= Taka (paper mache) =

Paper-mâché using wooden carving as a mold

Horses in taka papier mâché from Laguna.

Taka (taká) refers to papier-mâché made using carved wooden sculpture used as a mold. The craft originated in the town of Paete, Laguna in the Philippines.

==History==
Taka was made by Paete local Maria Piday. During Christmas, Piday was in charge of the church's decorations. The wooden angels and cherub was heavy causing the carvings to fall. Piday devised the lightweight taka papier-mâché as an alternative to the wooden sculptures. Piday was also a maker of local toys such as yoyos and small acrobat hand puppet. Taka eventually became folk art and was sold to nearby towns for festivals. In the 1970s, Tere Afuang popularized the craft.

==Taka-making==
A takaan, a carved wooden sculpture, is used as a mold in making taka. Brown craft paper is used as a final layer for taka made for export. This provides a thicker base and smoother finish for the craft. Taka is also painted. The traditional way of painting a taka is to use primary colors, add simple flower motifs and use repetitive lines and shapes.
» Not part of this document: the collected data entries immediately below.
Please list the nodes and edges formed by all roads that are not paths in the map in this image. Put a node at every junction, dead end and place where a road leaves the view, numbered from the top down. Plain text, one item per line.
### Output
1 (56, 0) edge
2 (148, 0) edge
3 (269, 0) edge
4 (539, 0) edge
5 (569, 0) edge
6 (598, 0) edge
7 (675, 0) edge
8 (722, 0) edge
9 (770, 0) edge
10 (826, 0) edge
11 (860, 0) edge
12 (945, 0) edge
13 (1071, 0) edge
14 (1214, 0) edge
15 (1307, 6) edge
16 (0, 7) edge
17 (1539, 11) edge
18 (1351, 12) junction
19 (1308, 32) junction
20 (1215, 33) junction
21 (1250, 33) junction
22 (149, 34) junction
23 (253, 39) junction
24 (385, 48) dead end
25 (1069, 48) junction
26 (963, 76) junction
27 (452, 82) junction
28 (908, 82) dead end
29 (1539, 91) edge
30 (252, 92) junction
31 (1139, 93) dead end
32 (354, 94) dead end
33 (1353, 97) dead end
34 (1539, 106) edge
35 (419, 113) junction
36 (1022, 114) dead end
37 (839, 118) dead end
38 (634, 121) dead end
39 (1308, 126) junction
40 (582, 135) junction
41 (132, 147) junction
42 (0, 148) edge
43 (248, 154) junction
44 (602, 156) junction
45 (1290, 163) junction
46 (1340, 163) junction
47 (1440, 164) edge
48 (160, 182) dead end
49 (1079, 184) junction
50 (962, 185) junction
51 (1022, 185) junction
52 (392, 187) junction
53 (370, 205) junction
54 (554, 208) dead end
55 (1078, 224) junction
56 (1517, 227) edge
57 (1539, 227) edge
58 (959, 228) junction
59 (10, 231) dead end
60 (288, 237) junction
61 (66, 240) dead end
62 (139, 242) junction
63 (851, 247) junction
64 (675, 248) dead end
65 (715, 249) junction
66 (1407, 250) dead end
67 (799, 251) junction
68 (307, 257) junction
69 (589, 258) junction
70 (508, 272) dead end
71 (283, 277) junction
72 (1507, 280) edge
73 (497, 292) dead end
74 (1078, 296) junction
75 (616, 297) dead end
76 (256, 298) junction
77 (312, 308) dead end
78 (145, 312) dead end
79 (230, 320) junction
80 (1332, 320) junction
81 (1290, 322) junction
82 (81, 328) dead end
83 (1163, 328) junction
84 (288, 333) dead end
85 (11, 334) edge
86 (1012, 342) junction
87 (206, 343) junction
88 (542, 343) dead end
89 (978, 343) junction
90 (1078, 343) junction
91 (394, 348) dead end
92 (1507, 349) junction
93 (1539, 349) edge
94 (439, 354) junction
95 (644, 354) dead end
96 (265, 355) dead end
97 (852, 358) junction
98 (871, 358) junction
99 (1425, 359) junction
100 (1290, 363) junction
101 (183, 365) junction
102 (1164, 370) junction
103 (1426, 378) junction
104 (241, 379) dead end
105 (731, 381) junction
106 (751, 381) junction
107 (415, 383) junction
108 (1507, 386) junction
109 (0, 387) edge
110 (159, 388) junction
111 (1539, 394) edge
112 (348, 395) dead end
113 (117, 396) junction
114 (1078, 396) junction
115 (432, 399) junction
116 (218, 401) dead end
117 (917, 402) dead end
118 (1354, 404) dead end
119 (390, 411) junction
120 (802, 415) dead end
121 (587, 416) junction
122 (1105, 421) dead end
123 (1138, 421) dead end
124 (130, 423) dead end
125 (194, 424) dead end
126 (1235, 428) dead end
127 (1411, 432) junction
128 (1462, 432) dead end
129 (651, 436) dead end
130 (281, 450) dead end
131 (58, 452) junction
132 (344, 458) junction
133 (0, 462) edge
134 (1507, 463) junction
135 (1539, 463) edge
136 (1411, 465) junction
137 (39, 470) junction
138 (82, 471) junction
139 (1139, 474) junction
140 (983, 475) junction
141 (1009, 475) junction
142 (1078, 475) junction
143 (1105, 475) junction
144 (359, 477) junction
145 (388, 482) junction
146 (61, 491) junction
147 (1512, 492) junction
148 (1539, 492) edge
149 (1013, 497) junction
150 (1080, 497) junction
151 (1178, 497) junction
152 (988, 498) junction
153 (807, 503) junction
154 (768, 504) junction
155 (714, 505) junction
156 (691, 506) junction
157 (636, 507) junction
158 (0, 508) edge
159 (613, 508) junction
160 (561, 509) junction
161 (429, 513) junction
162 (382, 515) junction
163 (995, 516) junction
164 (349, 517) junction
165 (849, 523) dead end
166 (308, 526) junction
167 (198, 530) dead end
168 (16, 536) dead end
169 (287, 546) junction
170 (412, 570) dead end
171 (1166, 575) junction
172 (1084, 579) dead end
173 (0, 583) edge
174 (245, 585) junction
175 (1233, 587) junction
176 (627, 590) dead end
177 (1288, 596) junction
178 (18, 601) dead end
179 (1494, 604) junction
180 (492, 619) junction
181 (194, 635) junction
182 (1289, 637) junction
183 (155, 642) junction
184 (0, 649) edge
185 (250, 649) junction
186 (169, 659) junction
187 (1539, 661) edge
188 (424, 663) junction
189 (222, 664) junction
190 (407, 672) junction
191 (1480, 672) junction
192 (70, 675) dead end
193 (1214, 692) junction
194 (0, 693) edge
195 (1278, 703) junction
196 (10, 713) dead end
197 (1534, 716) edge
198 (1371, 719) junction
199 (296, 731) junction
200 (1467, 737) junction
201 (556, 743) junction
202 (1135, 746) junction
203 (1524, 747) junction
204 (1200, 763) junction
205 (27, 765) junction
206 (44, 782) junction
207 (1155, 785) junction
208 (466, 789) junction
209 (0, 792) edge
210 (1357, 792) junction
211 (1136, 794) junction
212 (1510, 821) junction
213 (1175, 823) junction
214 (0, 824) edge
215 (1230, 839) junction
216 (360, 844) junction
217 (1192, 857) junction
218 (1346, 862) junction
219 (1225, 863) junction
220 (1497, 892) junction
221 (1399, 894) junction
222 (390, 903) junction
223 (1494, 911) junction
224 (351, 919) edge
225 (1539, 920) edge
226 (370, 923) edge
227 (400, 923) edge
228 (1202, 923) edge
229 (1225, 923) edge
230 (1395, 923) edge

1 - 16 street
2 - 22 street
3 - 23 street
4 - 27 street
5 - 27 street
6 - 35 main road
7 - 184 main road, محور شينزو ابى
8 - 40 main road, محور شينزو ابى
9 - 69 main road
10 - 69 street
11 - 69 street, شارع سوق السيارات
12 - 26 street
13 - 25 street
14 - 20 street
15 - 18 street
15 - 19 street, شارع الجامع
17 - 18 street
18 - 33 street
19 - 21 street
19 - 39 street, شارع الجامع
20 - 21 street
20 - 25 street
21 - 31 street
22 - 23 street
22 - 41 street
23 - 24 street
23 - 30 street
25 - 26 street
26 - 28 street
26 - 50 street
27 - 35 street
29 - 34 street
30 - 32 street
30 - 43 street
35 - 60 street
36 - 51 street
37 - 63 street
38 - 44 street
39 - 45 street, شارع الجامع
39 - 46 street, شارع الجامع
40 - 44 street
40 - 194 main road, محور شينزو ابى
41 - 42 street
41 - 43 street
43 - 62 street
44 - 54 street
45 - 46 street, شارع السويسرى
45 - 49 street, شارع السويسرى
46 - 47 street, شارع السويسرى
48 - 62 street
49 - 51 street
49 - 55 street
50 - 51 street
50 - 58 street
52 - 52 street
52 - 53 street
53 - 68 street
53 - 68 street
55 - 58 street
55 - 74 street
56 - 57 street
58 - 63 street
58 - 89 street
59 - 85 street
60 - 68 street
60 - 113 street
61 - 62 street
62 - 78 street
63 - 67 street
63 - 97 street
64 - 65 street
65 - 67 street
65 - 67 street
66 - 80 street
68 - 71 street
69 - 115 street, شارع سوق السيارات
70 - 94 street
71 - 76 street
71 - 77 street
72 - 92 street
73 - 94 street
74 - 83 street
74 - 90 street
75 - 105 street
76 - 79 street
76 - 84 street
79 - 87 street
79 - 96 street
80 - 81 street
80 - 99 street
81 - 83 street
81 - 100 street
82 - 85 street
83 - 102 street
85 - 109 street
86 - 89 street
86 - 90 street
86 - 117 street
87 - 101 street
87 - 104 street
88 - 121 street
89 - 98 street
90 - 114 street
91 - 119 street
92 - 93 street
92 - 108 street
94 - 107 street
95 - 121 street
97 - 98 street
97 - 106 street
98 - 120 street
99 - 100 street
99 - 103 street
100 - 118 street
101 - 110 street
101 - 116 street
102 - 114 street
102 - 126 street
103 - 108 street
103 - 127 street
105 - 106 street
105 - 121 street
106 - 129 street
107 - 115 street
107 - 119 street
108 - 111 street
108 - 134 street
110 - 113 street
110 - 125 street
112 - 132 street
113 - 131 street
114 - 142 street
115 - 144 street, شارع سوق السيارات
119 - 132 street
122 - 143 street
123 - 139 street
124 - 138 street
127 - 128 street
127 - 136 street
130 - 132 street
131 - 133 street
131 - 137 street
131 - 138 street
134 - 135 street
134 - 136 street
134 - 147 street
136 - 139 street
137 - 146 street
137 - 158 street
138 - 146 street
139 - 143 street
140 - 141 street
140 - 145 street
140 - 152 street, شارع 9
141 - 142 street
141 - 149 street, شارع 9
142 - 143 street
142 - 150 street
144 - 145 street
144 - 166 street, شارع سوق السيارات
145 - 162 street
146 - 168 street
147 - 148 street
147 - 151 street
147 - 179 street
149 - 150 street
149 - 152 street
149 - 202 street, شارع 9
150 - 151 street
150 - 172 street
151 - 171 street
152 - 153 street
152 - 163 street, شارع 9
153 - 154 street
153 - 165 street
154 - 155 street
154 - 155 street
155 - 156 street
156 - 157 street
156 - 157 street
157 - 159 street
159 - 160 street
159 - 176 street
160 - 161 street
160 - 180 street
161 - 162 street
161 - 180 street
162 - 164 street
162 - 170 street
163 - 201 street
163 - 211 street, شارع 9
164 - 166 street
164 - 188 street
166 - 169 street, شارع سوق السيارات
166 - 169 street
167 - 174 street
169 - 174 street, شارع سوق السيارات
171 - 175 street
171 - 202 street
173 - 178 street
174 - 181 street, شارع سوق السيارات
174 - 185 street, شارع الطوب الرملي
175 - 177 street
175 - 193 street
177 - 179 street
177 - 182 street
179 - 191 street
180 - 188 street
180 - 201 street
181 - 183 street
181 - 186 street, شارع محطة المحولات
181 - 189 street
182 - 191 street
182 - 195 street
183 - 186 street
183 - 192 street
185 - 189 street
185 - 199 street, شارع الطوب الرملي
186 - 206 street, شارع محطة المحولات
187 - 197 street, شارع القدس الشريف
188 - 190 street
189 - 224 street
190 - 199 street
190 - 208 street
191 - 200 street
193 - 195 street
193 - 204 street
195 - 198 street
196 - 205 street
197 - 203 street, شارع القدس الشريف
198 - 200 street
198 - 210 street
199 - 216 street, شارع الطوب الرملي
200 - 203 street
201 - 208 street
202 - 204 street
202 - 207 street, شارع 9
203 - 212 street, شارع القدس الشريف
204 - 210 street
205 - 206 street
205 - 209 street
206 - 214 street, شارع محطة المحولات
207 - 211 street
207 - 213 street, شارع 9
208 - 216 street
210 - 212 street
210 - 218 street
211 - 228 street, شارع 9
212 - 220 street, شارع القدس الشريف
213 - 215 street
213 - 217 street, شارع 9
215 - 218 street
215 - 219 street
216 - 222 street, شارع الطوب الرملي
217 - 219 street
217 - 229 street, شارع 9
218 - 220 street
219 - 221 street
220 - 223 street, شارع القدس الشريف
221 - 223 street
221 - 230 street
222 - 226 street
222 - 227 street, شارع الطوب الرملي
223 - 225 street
Gold finish, usually used in angel, reindeer and huge taka is accomplished by using gilded paper.

===Subjects of Taka===
Common and traditional subjects of taka include the manok, kabayo, kalabaw, dalaga (chicken, horse, carabao, maiden) which is made primarily for local use. Due to exposure and migration of Paete residents to Manila and abroad, European-influenced papier-mâché toys began to be made for export to other countries, such as Germany. Taka images now include those of Santa Claus, reindeer, giraffes, and other subjects that are in demand.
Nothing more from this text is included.